ORLANDO, Fla. - Clarification: Slingshot Group, which owns two rides at ICON Park – Orlando FreeFall and Orlando Slingshot – said it intends to reopen its slingshot-style ride once it receives state approvals. Orlando FreeFall remains closed indefinitely.
The company that owns Orlando FreeFall – a 430-foot drop tower ride that a 14-year-old boy fell from and died in March 2022 – intends to reopen one of its rides once it receives the "necessary approvals" from the Florida Department of Agriculture.
In a written statement on Monday, an attorney for Slingshot Group said, "we do hope to reopen the Slingshot ride, once we have all the necessary approvals from the Department of Agriculture."
"The safety of our patrons always comes first," the statement said.
Both Orlando FreeFall – the drop tower ride – and Orlando Slingshot – a slingshot-style attraction – have been closed since March 2022 pending various investigations after Tyre Sampson, a high school football player and "A" student visiting from St. Louis, Missouri, fell out of the Orlando FreeFall ride's restraints, and later died at the hospital.
CONTINUING COVERAGE: Orlando FreeFall death investigation
It was determined by investigators that the ride's operators made manual adjustments to two of the ride's seats, including the one that Sampson was in, to accommodate larger passengers, which allowed the spacing between the passenger and the restraint to be several inches wider.
An autopsy revealed Sampson also weighed nearly 100 pounds more than the maximum recommended passenger weight for the ride. It was determined that Sampson died from blunt force trauma, and his death was ruled an "accident."
Tyre Sampson, 14, is pictured in a provided family photo.
Sampson's parents – Yarnell Sampson and Nekia Dodd – have filed a wrongful death lawsuit against multiple companies, including Slingshot Group, ICON Park, and the ride's manufacturer, in wake of the teen's death. They've also demanded that the ride be permanently closed, a permanent memorial for Sampson be built, and that additional safety measures and regulations for attractions be regulated.
Yarnell Sampson held a news conference Monday alongside his attorney Benjamin Crump, where he wrote the words "death trap" and Tyre's name on the temporary fencing placed around the ride.
State Rep. Geraldine Thompson's also discussed the so-called "Tyre Sampson Bill" she is proposing that would increase inspections and regulations around amusement rides.
In Florida, most amusement parks and rides are inspected by the Department of Agriculture, including ICON Park. However, the larger parks, such as Disney, have previously been allowed to govern themselves.
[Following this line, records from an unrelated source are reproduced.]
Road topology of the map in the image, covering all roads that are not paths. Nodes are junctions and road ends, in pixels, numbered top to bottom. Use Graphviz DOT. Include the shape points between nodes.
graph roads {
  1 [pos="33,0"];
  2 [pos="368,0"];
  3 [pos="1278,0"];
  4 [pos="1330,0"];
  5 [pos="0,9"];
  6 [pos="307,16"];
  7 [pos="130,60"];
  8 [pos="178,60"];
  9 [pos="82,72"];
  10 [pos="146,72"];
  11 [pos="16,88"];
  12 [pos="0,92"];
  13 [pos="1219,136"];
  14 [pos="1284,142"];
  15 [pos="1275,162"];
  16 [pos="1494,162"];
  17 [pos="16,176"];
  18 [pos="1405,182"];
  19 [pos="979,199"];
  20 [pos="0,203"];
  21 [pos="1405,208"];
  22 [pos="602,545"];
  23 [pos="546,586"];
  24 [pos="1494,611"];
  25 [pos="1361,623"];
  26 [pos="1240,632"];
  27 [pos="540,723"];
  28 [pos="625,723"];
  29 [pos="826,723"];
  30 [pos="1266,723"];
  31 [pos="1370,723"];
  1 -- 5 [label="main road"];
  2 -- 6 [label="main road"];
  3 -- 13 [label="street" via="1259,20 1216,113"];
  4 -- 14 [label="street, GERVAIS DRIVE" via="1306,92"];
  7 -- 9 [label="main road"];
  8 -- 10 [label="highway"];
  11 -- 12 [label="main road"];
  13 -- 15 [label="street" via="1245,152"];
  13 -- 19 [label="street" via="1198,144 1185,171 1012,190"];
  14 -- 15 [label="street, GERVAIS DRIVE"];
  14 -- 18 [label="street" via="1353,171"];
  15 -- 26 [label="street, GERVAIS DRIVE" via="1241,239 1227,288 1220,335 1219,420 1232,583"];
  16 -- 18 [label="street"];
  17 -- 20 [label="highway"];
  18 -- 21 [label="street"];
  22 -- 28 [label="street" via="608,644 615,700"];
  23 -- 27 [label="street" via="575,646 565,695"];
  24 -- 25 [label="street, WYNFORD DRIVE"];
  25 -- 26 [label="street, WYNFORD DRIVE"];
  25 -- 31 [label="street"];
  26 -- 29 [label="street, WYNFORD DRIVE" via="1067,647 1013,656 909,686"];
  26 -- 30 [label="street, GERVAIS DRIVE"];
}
Nekia Dodd, left, and Yarnell Sampson, right, parents of Tyre Sampson, the teen who fell off an amusement ride in Orlando and died, spoke Tuesday, April 26, at separate press conferences about their son and their civil lawsuit against the ride's manu (FOX 35 Orlando)
According to the Department of Agriculture, FreeFall opened in Dec. 2021 and passed its inspection. It was expected to have a second inspection six months after opening.
Slingshot Group owns two rides at ICON Park – Orlando FreeFall and Orlando Slingshot. The company also owns the Orlando Starflyer, which is near the park, and other slingshot-style rides around Florida.